- DATA UNDER STUDY
* * * * *
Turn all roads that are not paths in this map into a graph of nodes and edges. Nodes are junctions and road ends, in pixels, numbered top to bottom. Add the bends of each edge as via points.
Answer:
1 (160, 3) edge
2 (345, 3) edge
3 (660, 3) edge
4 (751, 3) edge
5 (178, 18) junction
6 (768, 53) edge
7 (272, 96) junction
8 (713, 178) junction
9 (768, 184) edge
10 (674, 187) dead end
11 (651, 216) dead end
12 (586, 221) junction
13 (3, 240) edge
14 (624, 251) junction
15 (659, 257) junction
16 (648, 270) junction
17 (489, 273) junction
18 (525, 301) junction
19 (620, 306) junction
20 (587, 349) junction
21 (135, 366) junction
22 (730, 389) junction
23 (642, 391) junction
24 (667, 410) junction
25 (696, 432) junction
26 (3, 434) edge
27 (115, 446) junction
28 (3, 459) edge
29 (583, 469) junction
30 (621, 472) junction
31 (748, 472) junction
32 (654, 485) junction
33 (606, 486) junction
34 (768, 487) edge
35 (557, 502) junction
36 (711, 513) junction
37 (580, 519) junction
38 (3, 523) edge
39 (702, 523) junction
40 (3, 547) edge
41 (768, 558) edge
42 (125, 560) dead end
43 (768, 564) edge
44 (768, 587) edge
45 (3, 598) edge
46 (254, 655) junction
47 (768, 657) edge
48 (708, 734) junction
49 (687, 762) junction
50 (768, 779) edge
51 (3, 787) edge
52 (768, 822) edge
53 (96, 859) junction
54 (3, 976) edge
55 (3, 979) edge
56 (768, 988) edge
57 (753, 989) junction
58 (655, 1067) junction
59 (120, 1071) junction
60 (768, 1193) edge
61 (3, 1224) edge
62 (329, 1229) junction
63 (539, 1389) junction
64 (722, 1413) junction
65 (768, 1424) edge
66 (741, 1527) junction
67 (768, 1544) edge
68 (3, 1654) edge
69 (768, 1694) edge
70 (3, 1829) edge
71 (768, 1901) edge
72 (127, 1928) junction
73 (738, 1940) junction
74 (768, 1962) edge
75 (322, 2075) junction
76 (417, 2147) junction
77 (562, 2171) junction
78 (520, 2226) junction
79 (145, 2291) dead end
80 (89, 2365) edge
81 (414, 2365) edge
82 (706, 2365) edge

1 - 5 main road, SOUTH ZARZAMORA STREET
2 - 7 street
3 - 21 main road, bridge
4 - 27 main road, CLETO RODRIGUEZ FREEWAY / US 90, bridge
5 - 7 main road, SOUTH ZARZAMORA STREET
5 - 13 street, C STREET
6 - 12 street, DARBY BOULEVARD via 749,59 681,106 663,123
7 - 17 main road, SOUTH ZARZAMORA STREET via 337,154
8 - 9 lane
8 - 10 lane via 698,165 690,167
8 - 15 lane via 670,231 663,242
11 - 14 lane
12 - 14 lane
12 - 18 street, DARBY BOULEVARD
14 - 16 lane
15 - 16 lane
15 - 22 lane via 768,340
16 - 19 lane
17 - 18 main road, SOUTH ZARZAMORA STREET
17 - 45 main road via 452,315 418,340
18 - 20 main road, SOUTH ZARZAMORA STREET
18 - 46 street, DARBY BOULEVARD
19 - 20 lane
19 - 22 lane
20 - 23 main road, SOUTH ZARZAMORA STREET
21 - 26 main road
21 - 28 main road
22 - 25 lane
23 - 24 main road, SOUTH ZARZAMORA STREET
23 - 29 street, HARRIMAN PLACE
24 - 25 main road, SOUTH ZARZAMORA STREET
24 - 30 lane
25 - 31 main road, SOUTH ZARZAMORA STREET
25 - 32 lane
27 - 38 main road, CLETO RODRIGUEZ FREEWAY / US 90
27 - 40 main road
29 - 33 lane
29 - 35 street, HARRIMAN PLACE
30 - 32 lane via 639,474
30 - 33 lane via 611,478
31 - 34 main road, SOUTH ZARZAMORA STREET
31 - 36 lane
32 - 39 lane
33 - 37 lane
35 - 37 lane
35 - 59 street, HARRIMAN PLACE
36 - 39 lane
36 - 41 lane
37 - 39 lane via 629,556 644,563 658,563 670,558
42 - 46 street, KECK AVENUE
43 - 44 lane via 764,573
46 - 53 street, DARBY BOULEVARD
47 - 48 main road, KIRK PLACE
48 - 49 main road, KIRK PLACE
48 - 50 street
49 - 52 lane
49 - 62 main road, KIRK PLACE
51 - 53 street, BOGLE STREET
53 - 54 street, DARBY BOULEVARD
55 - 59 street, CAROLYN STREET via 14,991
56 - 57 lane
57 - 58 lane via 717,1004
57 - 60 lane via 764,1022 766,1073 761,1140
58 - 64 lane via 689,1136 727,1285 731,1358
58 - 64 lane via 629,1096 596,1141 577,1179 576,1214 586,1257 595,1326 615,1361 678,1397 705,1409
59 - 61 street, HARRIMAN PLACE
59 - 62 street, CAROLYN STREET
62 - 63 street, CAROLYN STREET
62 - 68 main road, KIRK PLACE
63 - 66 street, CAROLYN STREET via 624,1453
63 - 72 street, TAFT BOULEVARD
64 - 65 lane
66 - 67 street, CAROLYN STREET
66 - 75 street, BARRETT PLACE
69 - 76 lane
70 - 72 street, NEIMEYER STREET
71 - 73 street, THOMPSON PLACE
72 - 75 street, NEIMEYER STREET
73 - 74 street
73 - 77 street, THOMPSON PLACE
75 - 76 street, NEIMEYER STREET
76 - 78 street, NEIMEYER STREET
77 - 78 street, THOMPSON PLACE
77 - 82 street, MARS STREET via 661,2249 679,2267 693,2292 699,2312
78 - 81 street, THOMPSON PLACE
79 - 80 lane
* * * * *
- PROBLEM
Copy every line of the listing that contains the word "RODRIGUEZ".

- ANSWER SECTION
4 - 27 main road, CLETO RODRIGUEZ FREEWAY / US 90, bridge
27 - 38 main road, CLETO RODRIGUEZ FREEWAY / US 90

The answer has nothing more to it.